In his book "The Preacher King," Lischer argues that King began his public career using the language of thinkers such as Henry David Thoreau and Mohandas Gandhi, but later relied increasingly on his formation in the black Baptist church by men such as Pius Barbour, Benjamin Mays and Gardner C. Taylor, as well as the prophets of the Hebrew Bible.
This semester, Lischer is teaching a course on King, with one section meeting on campus and the other, open to prison inmates, meeting at the Durham Correctional Center. Lischer has preached and taught on King around the country, including at the National Cathedral, and was among the commentators on the Civil Rights Movement in the recent PBS series "God in America."
|William Barber II|
Lischer is the James T. and Alice Mead Cleland Professor of Preaching at Duke's Divinity School and received in 2007 a Lifetime Achievement Award from the Academy of Homiletics.

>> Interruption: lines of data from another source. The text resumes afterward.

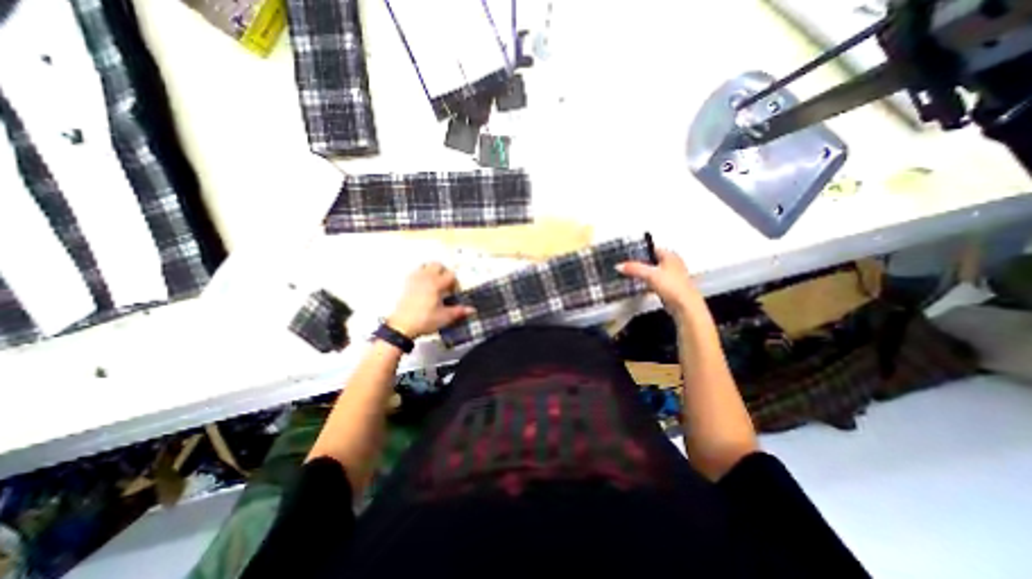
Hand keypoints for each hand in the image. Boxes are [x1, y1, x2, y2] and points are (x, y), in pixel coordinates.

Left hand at [388, 262, 475, 338]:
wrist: (402, 326)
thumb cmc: (424, 320)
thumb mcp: (444, 317)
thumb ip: (459, 311)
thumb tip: (472, 310)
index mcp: (436, 284)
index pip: (450, 275)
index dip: (455, 283)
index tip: (454, 293)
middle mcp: (425, 278)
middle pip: (438, 265)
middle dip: (444, 272)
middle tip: (447, 284)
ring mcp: (414, 279)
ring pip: (425, 265)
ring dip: (432, 271)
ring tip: (435, 283)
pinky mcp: (406, 284)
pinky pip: (415, 272)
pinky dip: (422, 274)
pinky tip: (424, 286)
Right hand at [617, 249, 705, 321]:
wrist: (685, 306)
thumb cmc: (673, 286)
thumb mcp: (649, 275)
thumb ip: (634, 269)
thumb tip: (619, 266)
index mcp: (670, 255)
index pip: (652, 248)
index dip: (640, 251)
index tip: (628, 255)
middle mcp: (673, 263)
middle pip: (652, 260)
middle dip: (640, 263)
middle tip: (627, 265)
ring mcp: (672, 276)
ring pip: (654, 271)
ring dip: (644, 273)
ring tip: (632, 275)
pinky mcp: (670, 287)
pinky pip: (655, 281)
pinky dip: (648, 283)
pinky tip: (641, 286)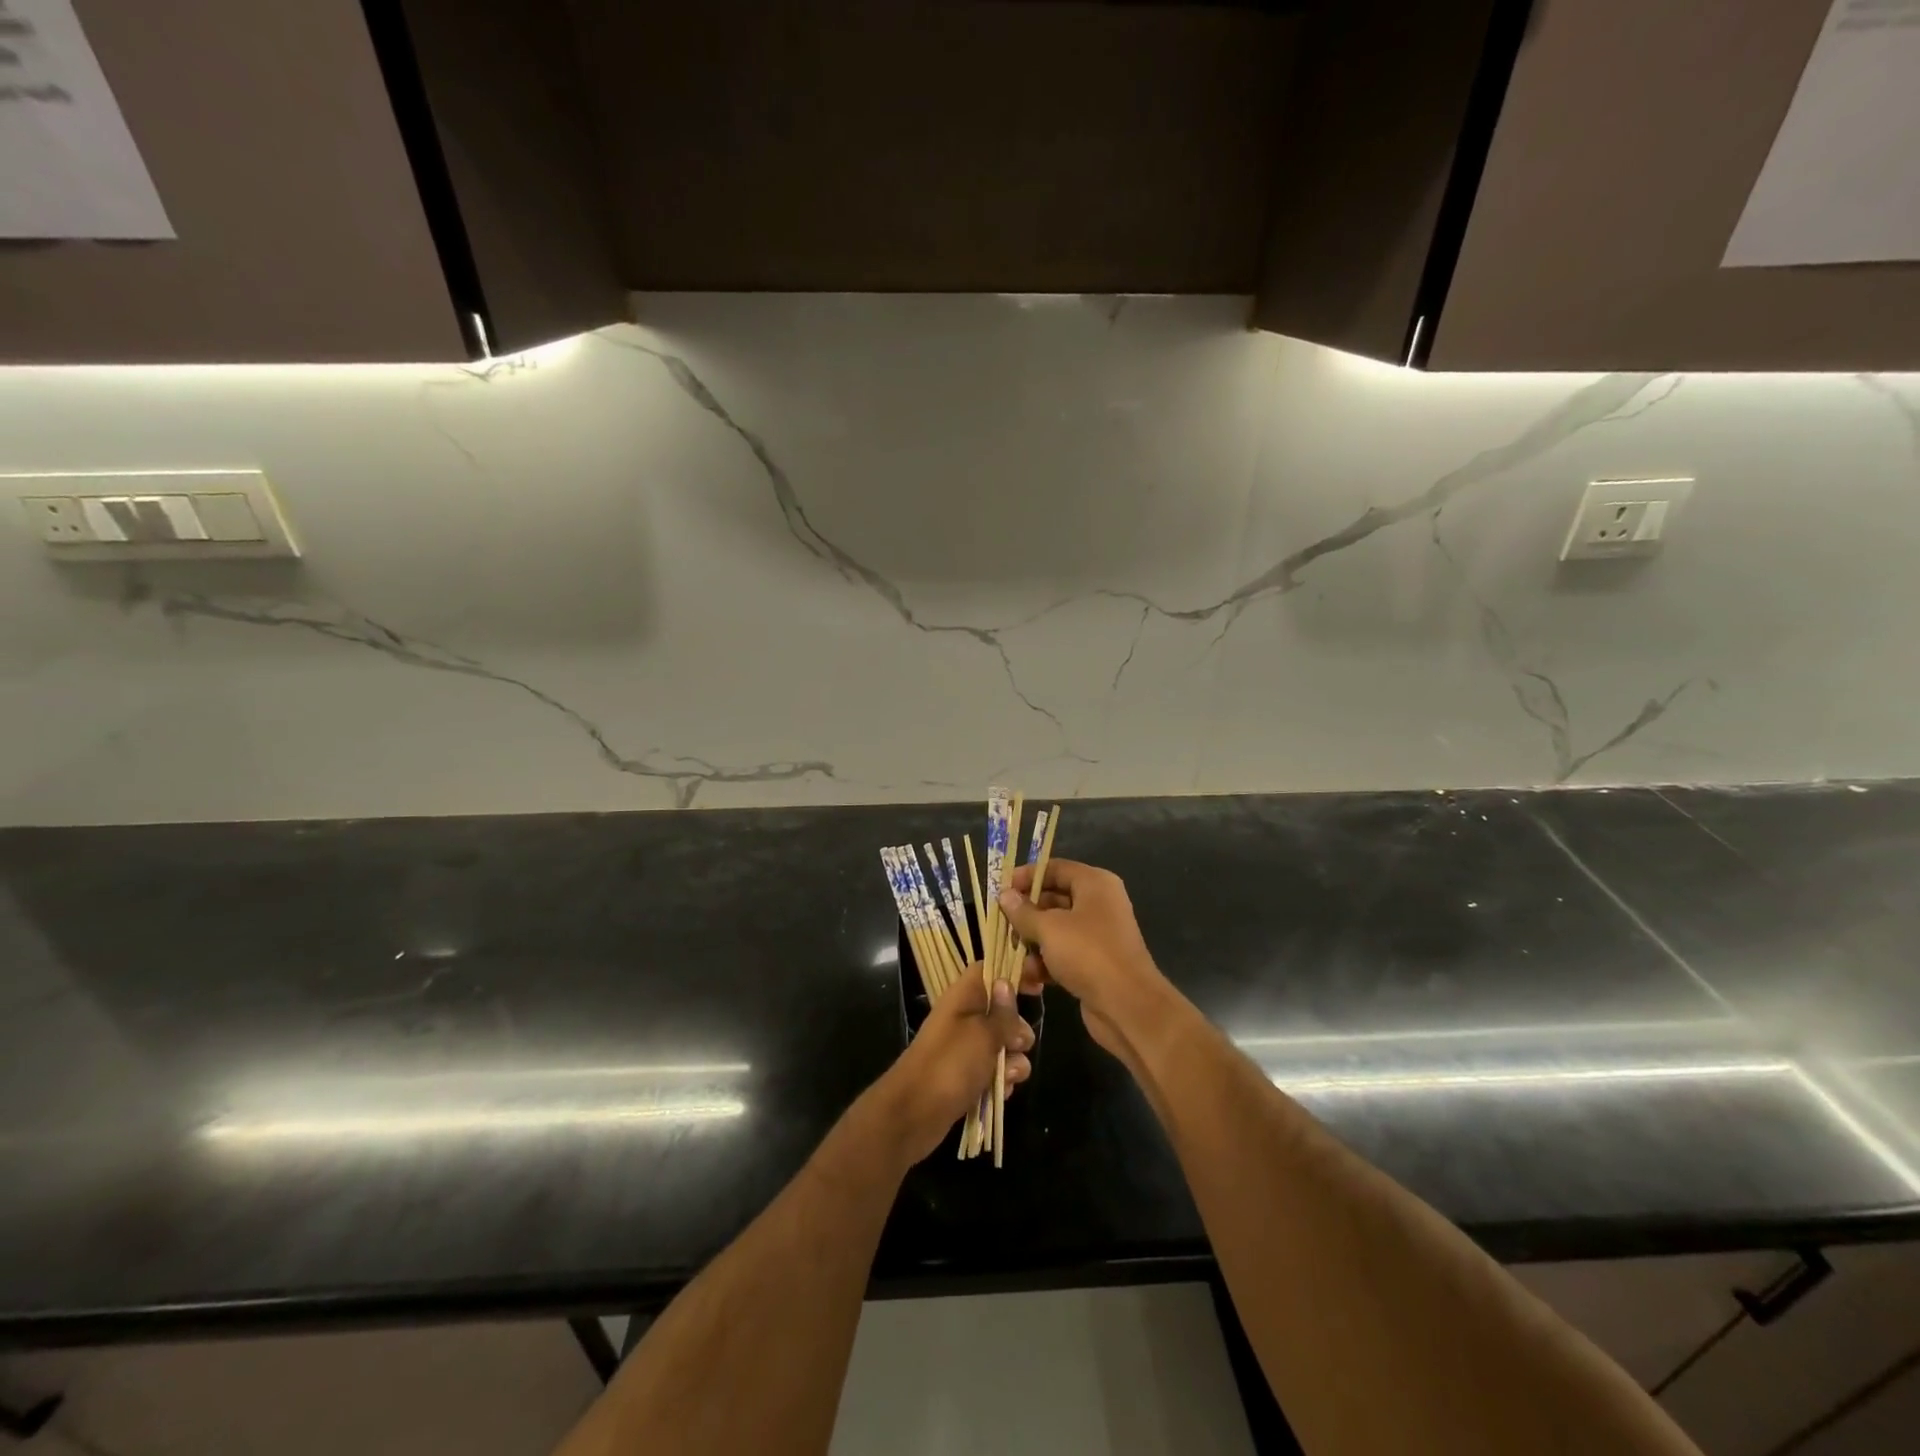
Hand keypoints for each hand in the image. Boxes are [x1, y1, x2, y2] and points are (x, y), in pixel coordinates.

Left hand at [871, 972, 1031, 1165]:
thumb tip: (1006, 982)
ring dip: (1013, 1061)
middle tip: (1015, 1043)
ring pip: (1004, 1046)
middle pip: (1003, 1012)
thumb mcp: (983, 1034)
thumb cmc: (950, 1064)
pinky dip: (1001, 1081)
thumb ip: (1003, 1013)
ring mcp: (966, 1048)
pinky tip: (999, 1092)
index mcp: (964, 997)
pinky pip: (995, 1071)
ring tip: (1006, 1076)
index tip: (1039, 985)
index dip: (1014, 972)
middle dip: (1018, 1030)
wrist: (914, 1114)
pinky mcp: (967, 1075)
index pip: (990, 970)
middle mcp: (965, 1018)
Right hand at [1000, 860, 1174, 1070]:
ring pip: (1055, 930)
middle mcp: (1098, 904)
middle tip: (1001, 926)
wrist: (1127, 1006)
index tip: (1001, 890)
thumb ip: (1023, 911)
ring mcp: (1097, 935)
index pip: (1055, 868)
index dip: (1027, 876)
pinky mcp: (1094, 963)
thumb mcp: (1049, 928)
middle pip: (1053, 899)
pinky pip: (1063, 954)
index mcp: (1094, 884)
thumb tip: (1005, 895)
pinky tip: (1029, 978)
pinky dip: (1045, 963)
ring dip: (1032, 943)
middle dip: (1026, 914)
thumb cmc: (1088, 954)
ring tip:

Joining Lischer will be the Rev. William Barber II, who is a Duke Divinity alumnus, president of the North Carolina NAACP and pastor of Greenleaf Christian Church in Goldsboro, N.C. Barber has been outspoken on issues such as education, health care and law enforcement.
A full list of events in Duke's Martin Luther King celebration can be found here.
Office hours at a university are times when professors leave their doors open for individuals to stop by and discuss issues such as current events and developments in their fields. Duke's "Office Hours" series aims to bring the expansiveness and sparkle of these conversations to anyone with an Internet connection and an interest in the ideas bubbling up at Duke. This academic year, topics have ranged from world poverty and learning in a digital age to the theology of eating and the legal implications for brain science.